Mark 16:16

Verse 16. He that believeth. That is, believeth the gospel. Credits it to be true, and acts as if it were true. This is the whole of faith. Man is a sinner, he should act on the belief of this truth, and repent. There is a God. Man should believe it, and fear and love him, and seek his favour. The Lord Jesus died to save him. To have faith in him, is to believe that this is true, and to act accordingly; i.e., to trust him, to rely on him, to love him, to feel that we have no merit, and to cast our all upon him. There is a heaven and a hell. To believe this, is to credit the account, and act as if it were true; to seek the one, and avoid the other. We are to die. To believe this, is to act as if this were so; to be in readiness for it, and to expect it daily and hourly. In one word, faith is feeling and acting as if there were a God, a Saviour, a heaven, a hell; as ff we were sinners, and must die; as if we deserved eternal death, and were in danger of it; and, in view of all, casting our eternal interests on the mercy of God in Christ Jesus. To do this, is to be a Christian; not to do it, is to be an infidel.

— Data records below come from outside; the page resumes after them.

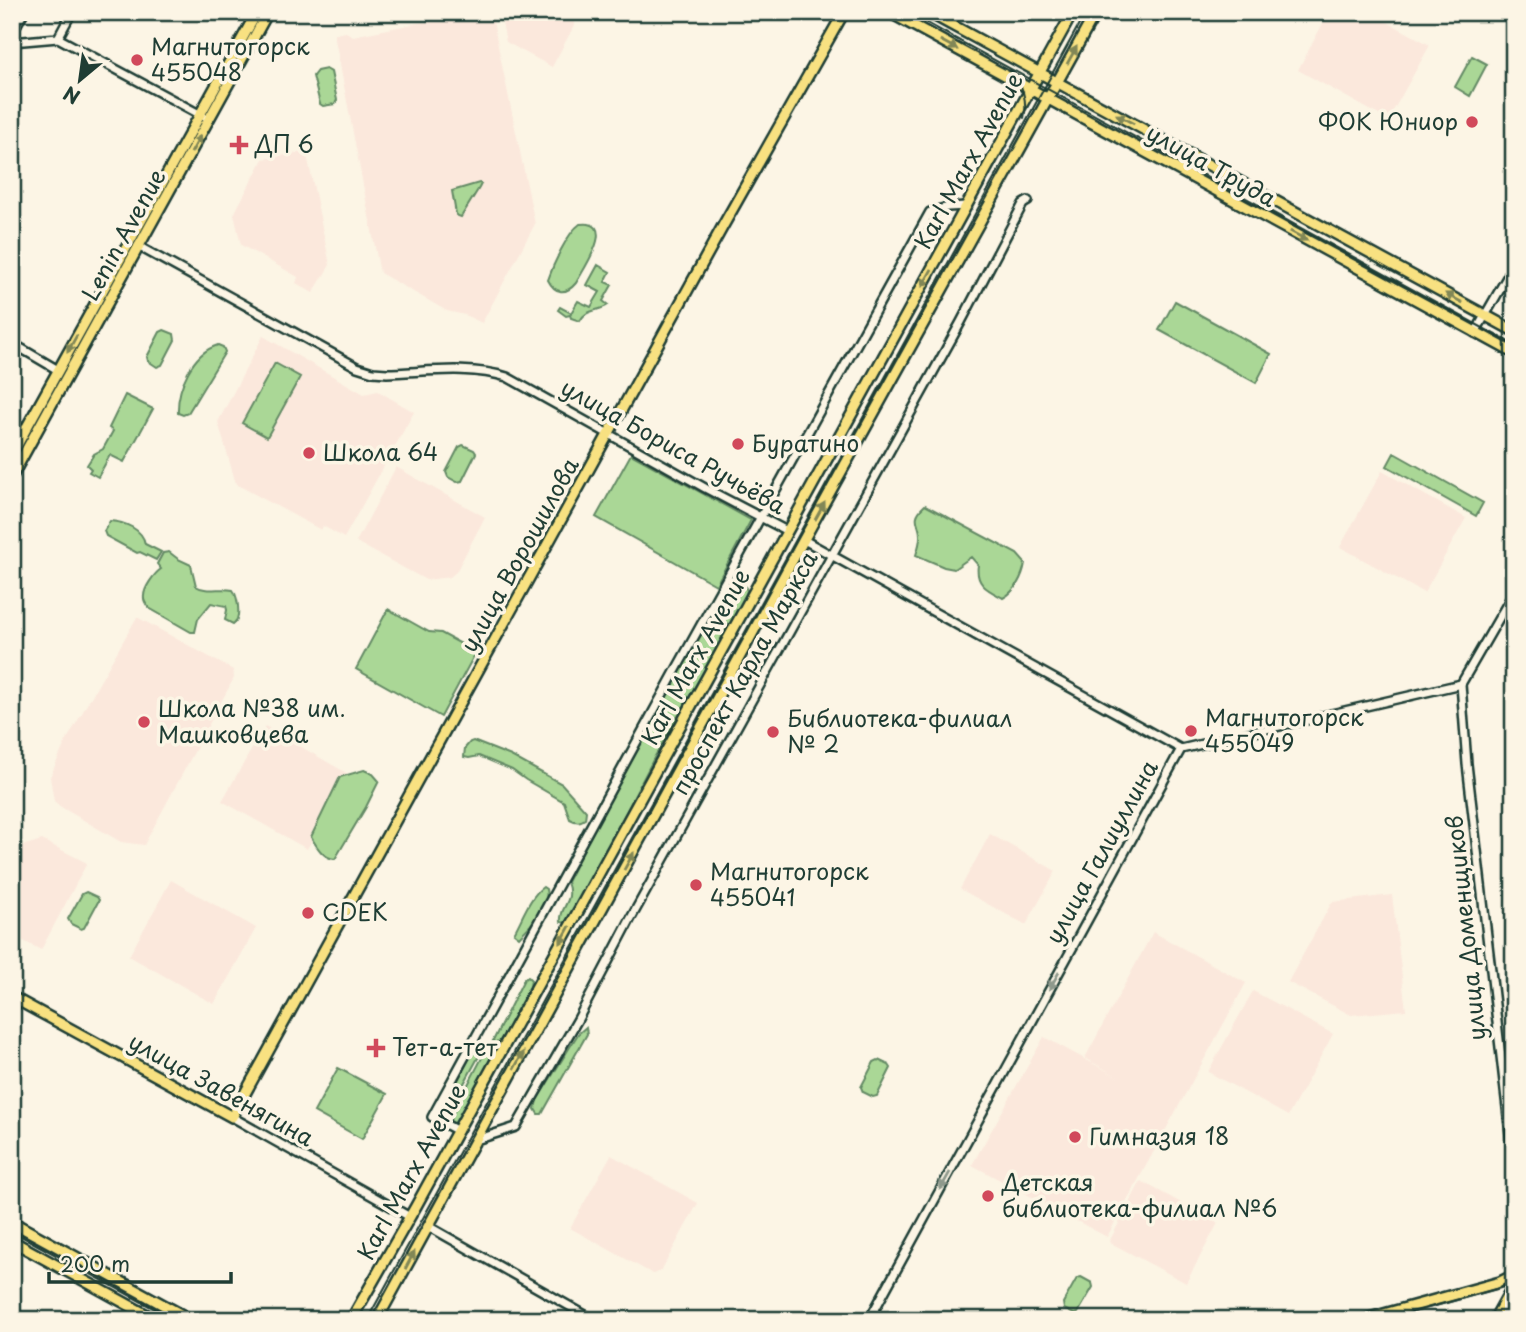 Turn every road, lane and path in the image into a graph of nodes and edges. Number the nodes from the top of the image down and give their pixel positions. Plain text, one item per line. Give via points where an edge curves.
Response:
1 (24, 12) edge
2 (72, 12) edge
3 (257, 12) edge
4 (268, 12) edge
5 (844, 12) edge
6 (889, 12) edge
7 (929, 12) edge
8 (1073, 12) edge
9 (1096, 12) edge
10 (12, 33) edge
11 (58, 38) junction
12 (12, 42) edge
13 (1040, 73) junction
14 (1057, 82) junction
15 (1031, 90) junction
16 (1048, 99) junction
17 (205, 117) junction
18 (1028, 201) dead end
19 (967, 206) junction
20 (129, 241) junction
21 (138, 247) junction
22 (1514, 265) edge
23 (1485, 315) junction
24 (1514, 331) edge
25 (1475, 333) junction
26 (12, 343) edge
27 (1514, 353) edge
28 (58, 370) junction
29 (608, 434) junction
30 (12, 454) edge
31 (12, 476) edge
32 (760, 518) junction
33 (787, 531) junction
34 (804, 540) junction
35 (832, 555) junction
36 (1514, 592) edge
37 (1461, 684) junction
38 (1181, 749) junction
39 (12, 998) edge
40 (232, 1117) junction
41 (458, 1131) junction
42 (475, 1140) junction
43 (1514, 1168) edge
44 (410, 1217) junction
45 (12, 1222) edge
46 (428, 1226) junction
47 (12, 1241) edge
48 (1514, 1275) edge
49 (1514, 1284) edge
50 (156, 1320) edge
51 (191, 1320) edge
52 (351, 1320) edge
53 (377, 1320) edge
54 (594, 1320) edge
55 (869, 1320) edge
56 (1362, 1320) edge
57 (1494, 1320) edge

1 - 10 street
2 - 11 street
3 - 17 main road, Lenin Avenue
4 - 17 main road, Lenin Avenue
5 - 29 main road, улица Ворошилова
6 -> 15 main road, улица Труда
7 - 13 main road, улица Труда
8 - 13 main road, Karl Marx Avenue
14 -> 9 main road, Karl Marx Avenue
11 - 12 street
11 - 17 street
13 - 14 main road, улица Труда
13 - 15 main road, Karl Marx Avenue
14 - 16 main road, Karl Marx Avenue
23 -> 14 main road, улица Труда
15 - 16 main road, улица Труда
15 - 19 main road, Karl Marx Avenue
16 -> 25 main road, улица Труда
34 -> 16 main road, Karl Marx Avenue
17 - 20 main road, Lenin Avenue
21 -> 17 main road, Lenin Avenue
18 - 35 street, проспект Карла Маркса
19 - 32 street via 930,212
19 -> 33 main road, Karl Marx Avenue
20 - 21 main road, улица Бориса Ручьёва
20 -> 28 main road, Lenin Avenue
21 - 29 street, улица Бориса Ручьёва via 357,367 387,373 472,370 507,377
21 - 31 main road, Lenin Avenue
22 - 23 street
23 - 24 main road, улица Труда
23 - 25 street
25 - 27 main road, улица Труда
26 - 28 street
28 - 30 main road, Lenin Avenue
29 - 32 street, улица Бориса Ручьёва
29 - 40 main road, улица Ворошилова
32 - 33 street, улица Бориса Ручьёва
32 - 41 street via 432,1117
33 - 34 main road, улица Бориса Ручьёва
33 -> 41 main road, Karl Marx Avenue
34 - 35 street, улица Бориса Ручьёва
42 -> 34 main road, Karl Marx Avenue
35 - 38 street, улица Бориса Ручьёва
35 - 42 street, проспект Карла Маркса via 516,1127
36 - 37 street
37 - 38 street, улица Галиуллина
37 - 43 street, улица Доменщиков via 1466,764
38 -> 55 street, улица Галиуллина
39 - 40 main road, улица Завенягина
40 - 44 street, улица Завенягина
41 - 44 main road, Karl Marx Avenue
42 - 46 main road, Karl Marx Avenue
44 - 52 main road, Karl Marx Avenue
45 - 51 main road
53 -> 46 main road, Karl Marx Avenue
46 - 54 street
47 - 50 main road
48 - 56 main road
49 - 57 main road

Is baptized. Is initiated into the church by the application of water, as significant that he is a sinner, and needs the purifying influences of the Holy Ghost. It is worthy of remark, that Jesus has made baptism of so much importance, he did not say, indeed, that a man could not be saved without baptism, but he has strongly implied that where this is neglected, knowing it to be a command of the Saviour, it endangers the salvation of the soul. Faith and baptism are the beginnings of a Christian life: the one the beginning of piety in the soul, the other of its manifestation before men, or of a profession of religion. And every man endangers his eternal interest by being ashamed of Christ before men. See Mk 8:38.

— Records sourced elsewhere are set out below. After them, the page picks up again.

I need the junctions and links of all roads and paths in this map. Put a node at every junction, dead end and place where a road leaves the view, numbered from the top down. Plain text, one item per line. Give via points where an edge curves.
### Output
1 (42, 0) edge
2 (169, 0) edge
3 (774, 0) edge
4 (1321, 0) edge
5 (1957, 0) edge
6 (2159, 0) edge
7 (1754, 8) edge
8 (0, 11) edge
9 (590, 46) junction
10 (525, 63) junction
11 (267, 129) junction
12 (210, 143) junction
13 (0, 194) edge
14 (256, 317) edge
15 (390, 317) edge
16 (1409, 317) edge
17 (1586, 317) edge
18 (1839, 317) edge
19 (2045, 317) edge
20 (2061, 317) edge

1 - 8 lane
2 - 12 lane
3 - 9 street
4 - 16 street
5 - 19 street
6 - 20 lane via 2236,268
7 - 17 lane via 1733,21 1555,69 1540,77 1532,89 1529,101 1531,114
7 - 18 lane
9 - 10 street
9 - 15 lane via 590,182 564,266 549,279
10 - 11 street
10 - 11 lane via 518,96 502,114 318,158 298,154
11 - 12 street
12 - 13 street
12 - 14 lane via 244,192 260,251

Shall be saved. Saved from sin, (Mt 1:21,) and from eternal death, (Jn 5:24; 3:36,) and raised to eternal life in heaven, Jn 5:28,29; 17:2,24.

Shall be damned. That is, condemned by God, and cast off from his presence, 2Thes 1:6-9. It implies that they will be adjudged to be guilty by God in the day of judgment, Rom 2:12,16, Mt 25:41; that they will deserve to die for ever, (Rom 2:6,8) and that they will be cast out into a place of woe to all eternity, Mt 25:46. It may be asked how it can be just in God to condemn men for ever for not believing the gospel. I answer:

(1.) God has a right to appoint his own terms of mercy.

(2.) Man has no claim on him for heaven

(3.) The sinner rejects the terms of salvation knowingly, deliberately, and perseveringly.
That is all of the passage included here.